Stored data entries

-*-*-

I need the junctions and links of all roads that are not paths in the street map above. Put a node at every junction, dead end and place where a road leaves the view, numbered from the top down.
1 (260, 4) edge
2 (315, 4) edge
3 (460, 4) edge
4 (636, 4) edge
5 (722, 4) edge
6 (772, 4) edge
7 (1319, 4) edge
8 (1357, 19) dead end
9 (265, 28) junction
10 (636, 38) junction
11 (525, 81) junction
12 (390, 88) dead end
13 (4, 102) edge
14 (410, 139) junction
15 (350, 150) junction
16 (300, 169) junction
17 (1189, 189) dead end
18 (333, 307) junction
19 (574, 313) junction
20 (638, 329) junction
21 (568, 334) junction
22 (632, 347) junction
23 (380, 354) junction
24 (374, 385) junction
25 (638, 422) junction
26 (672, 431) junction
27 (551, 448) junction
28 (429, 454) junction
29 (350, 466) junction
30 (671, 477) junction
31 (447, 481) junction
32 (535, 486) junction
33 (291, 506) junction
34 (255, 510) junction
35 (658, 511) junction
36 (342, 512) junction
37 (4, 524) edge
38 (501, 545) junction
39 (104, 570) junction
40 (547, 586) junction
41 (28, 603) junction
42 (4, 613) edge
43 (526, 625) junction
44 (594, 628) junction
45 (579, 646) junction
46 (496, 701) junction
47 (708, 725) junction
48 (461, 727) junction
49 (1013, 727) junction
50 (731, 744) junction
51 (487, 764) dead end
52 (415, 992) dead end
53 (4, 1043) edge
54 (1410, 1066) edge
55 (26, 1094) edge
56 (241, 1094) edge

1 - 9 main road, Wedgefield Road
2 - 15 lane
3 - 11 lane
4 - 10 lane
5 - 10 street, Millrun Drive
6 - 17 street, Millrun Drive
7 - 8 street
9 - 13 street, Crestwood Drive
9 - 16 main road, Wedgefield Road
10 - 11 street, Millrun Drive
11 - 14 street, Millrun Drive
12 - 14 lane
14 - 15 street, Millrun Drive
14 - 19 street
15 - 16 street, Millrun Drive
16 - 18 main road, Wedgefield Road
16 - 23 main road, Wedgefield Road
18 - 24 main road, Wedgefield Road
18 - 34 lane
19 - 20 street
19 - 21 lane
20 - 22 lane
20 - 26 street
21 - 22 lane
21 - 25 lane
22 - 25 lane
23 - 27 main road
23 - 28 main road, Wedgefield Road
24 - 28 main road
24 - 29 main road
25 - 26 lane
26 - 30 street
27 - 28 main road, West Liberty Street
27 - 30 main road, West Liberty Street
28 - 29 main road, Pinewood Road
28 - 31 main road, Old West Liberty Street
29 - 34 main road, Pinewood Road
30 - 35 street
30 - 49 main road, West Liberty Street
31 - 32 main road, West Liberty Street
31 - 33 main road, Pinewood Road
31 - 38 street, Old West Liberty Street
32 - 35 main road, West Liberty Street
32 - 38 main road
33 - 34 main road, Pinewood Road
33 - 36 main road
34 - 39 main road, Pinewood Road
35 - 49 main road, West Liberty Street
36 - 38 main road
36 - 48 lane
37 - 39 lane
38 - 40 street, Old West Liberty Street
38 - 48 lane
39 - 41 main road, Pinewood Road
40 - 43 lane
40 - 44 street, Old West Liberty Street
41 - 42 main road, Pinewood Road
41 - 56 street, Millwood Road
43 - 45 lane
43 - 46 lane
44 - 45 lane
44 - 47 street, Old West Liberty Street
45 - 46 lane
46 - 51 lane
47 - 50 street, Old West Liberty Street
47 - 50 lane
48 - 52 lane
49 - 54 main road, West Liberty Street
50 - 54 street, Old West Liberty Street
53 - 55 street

-*-*-

### Task directions
Could every entry above be printed again, word for word?

### Task response
I need the junctions and links of all roads that are not paths in the street map above. Put a node at every junction, dead end and place where a road leaves the view, numbered from the top down.
1 (260, 4) edge
2 (315, 4) edge
3 (460, 4) edge
4 (636, 4) edge
5 (722, 4) edge
6 (772, 4) edge
7 (1319, 4) edge
8 (1357, 19) dead end
9 (265, 28) junction
10 (636, 38) junction
11 (525, 81) junction
12 (390, 88) dead end
13 (4, 102) edge
14 (410, 139) junction
15 (350, 150) junction
16 (300, 169) junction
17 (1189, 189) dead end
18 (333, 307) junction
19 (574, 313) junction
20 (638, 329) junction
21 (568, 334) junction
22 (632, 347) junction
23 (380, 354) junction
24 (374, 385) junction
25 (638, 422) junction
26 (672, 431) junction
27 (551, 448) junction
28 (429, 454) junction
29 (350, 466) junction
30 (671, 477) junction
31 (447, 481) junction
32 (535, 486) junction
33 (291, 506) junction
34 (255, 510) junction
35 (658, 511) junction
36 (342, 512) junction
37 (4, 524) edge
38 (501, 545) junction
39 (104, 570) junction
40 (547, 586) junction
41 (28, 603) junction
42 (4, 613) edge
43 (526, 625) junction
44 (594, 628) junction
45 (579, 646) junction
46 (496, 701) junction
47 (708, 725) junction
48 (461, 727) junction
49 (1013, 727) junction
50 (731, 744) junction
51 (487, 764) dead end
52 (415, 992) dead end
53 (4, 1043) edge
54 (1410, 1066) edge
55 (26, 1094) edge
56 (241, 1094) edge

1 - 9 main road, Wedgefield Road
2 - 15 lane
3 - 11 lane
4 - 10 lane
5 - 10 street, Millrun Drive
6 - 17 street, Millrun Drive
7 - 8 street
9 - 13 street, Crestwood Drive
9 - 16 main road, Wedgefield Road
10 - 11 street, Millrun Drive
11 - 14 street, Millrun Drive
12 - 14 lane
14 - 15 street, Millrun Drive
14 - 19 street
15 - 16 street, Millrun Drive
16 - 18 main road, Wedgefield Road
16 - 23 main road, Wedgefield Road
18 - 24 main road, Wedgefield Road
18 - 34 lane
19 - 20 street
19 - 21 lane
20 - 22 lane
20 - 26 street
21 - 22 lane
21 - 25 lane
22 - 25 lane
23 - 27 main road
23 - 28 main road, Wedgefield Road
24 - 28 main road
24 - 29 main road
25 - 26 lane
26 - 30 street
27 - 28 main road, West Liberty Street
27 - 30 main road, West Liberty Street
28 - 29 main road, Pinewood Road
28 - 31 main road, Old West Liberty Street
29 - 34 main road, Pinewood Road
30 - 35 street
30 - 49 main road, West Liberty Street
31 - 32 main road, West Liberty Street
31 - 33 main road, Pinewood Road
31 - 38 street, Old West Liberty Street
32 - 35 main road, West Liberty Street
32 - 38 main road
33 - 34 main road, Pinewood Road
33 - 36 main road
34 - 39 main road, Pinewood Road
35 - 49 main road, West Liberty Street
36 - 38 main road
36 - 48 lane
37 - 39 lane
38 - 40 street, Old West Liberty Street
38 - 48 lane
39 - 41 main road, Pinewood Road
40 - 43 lane
40 - 44 street, Old West Liberty Street
41 - 42 main road, Pinewood Road
41 - 56 street, Millwood Road
43 - 45 lane
43 - 46 lane
44 - 45 lane
44 - 47 street, Old West Liberty Street
45 - 46 lane
46 - 51 lane
47 - 50 street, Old West Liberty Street
47 - 50 lane
48 - 52 lane
49 - 54 main road, West Liberty Street
50 - 54 street, Old West Liberty Street
53 - 55 street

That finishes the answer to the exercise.